In the end, a farsighted plan was approved with his unique gifts in mind. It required him to assume a new identity and move to America, to establish a base for training fifth column forces capable of striking deep into the heart of the Jews’ ally.
With a nest egg of twenty-five million dollars and twenty-five years, he had accomplished everything that had been asked of him. Now he was directed to discuss it all with someone he’d never met and had little reason to trust.
When his United Airlines flight landed at Aeropuerto Internacional Reina Beatrix in Oranjestad, Aruba, Barak collected his Hartmann carry-on and deplaned. After passing through customs, he made his way directly to the taxi area in front of the island airport. Waiting beside a white Mercedes S600 sedan he saw a driver wearing the dark green cap he’d been told to look for. He nodded to the man and glanced around. Several men seemed to be interested in the Mercedes, but no one seemed to be overly interested in its passenger. Aruba was only twenty miles long, and six miles wide at its widest point, so the five hundred ten horsepower of the S600 Mercedes was transportation overkill on the small island.
The chauffeur opened the rear door without offering to take his carry-on. They drove east and then southeast on a road to Boca Daimari, a beach area on the rugged east coast of the island. The terrain was mostly flat, with few hills and only scattered vegetation. It offered little in the way of scenery to enjoy.
As they neared the sea, however, the view of the Caribbean along the highway south was breathtaking.

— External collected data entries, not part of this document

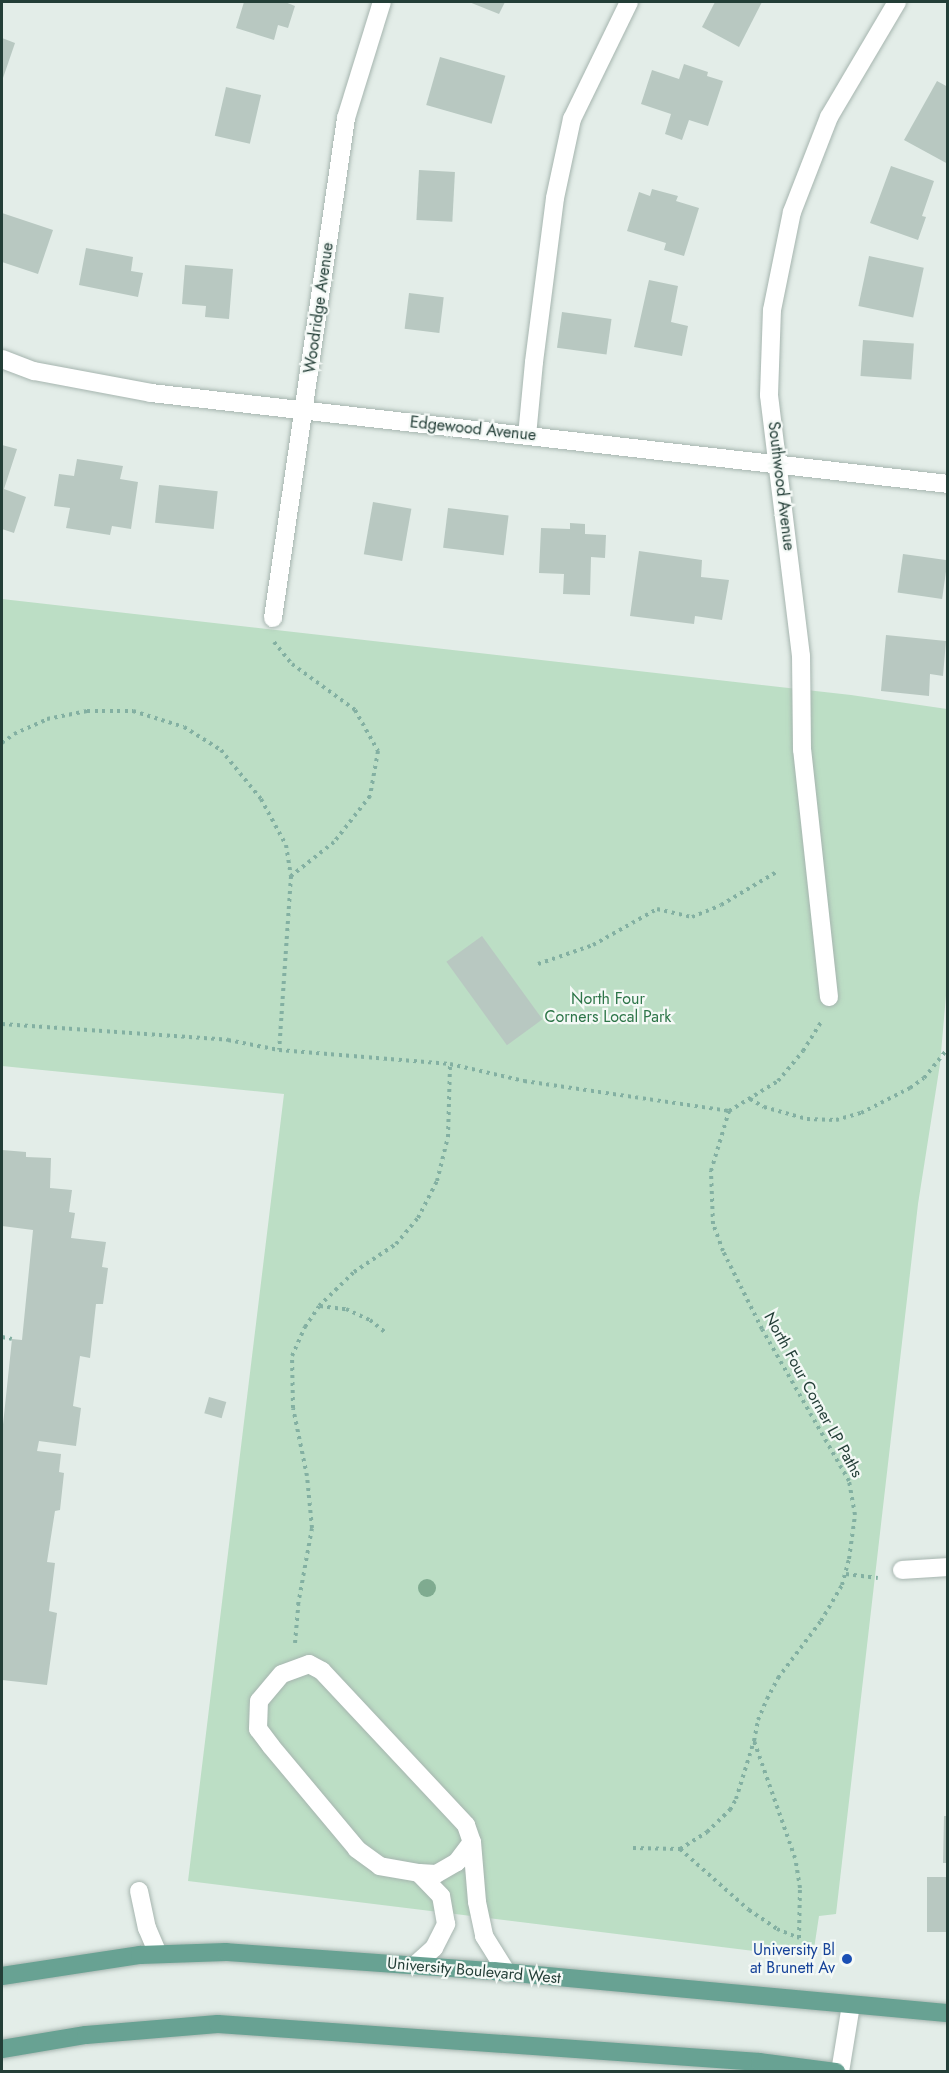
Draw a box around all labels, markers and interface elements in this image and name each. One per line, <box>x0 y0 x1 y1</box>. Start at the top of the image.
street label: Woodridge Avenue <box>300 241 338 375</box>
street label: Edgewood Avenue <box>409 413 537 445</box>
street label: Southwood Avenue <box>764 420 798 552</box>
park label: North Four Corners Local Park <box>545 989 671 1027</box>
street label: North Four Corner LP Paths <box>759 1309 867 1481</box>
place label: University Bl at Brunett Av <box>750 1940 835 1978</box>
marker: University Bl at Brunett Av <box>840 1952 854 1966</box>
street label: University Boulevard West <box>386 1954 562 1988</box>

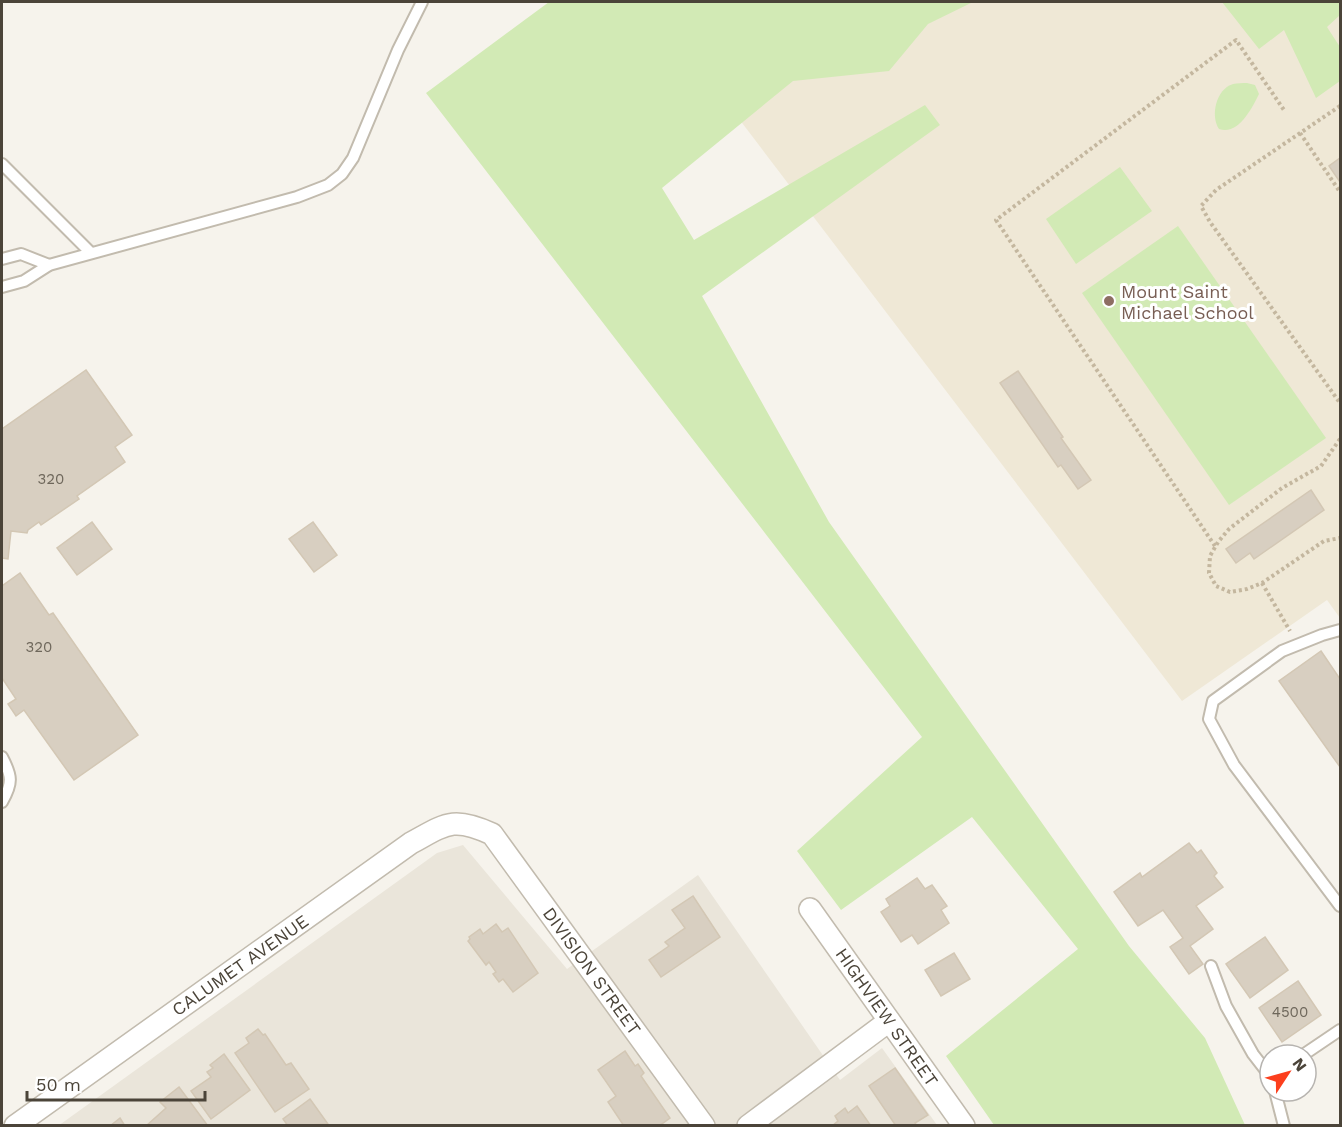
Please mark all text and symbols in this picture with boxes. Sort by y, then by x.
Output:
place label: Mount Saint Michael School [1121,281,1254,323]
marker: Mount Saint Michael School [1102,294,1116,308]
house number: 320 [38,470,64,488]
house number: 320 [26,638,52,656]
street label: DIVISION STREET [539,903,645,1039]
street label: CALUMET AVENUE [168,910,312,1020]
street label: HIGHVIEW STREET [831,944,943,1090]
house number: 4500 [1272,1003,1308,1021]
north arrow [1258,1043,1318,1103]
text: N [1289,1054,1311,1075]
scale bar [27,1064,206,1102]
text: 50 m [36,1074,81,1095]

The ocean stretched to the east as far as the eye could see, and small beaches carved from the black rock of the island’s crust passed by on the left. Occasionally, he saw a villa or small resort perched on a rocky outcropping, isolated and private. At least Ryan understood their need for privacy.
Beyond a desolate stretch of shoreline, a white villa came into view atop a rocky finger reaching out into the sea. Its outline suggested Moorish architecture, with square lines, a scalloped roof, and arched windows. The white-graveled drive leading to it from the highway was lined with palms. The villa itself was surrounded with beds of bougainvillea, hibiscus, and frangipani.
When the chauffeur pulled to a stop in front of the villa, a tall blond man stood in the shadows of the arched portico spanning the front of the villa. He wore white linen slacks and a long-sleeved white shirt with rolled-up sleeves. Large aviator sunglasses hid the color of his eyes, but Barak knew they would be blue. The man was a poster boy for the Aryan race, military bearing and all.
Barak got out of the Mercedes and walked to greet the man in the shadows. As he approached, the man turned and led him into the interior of the villa before turning and extending his hand.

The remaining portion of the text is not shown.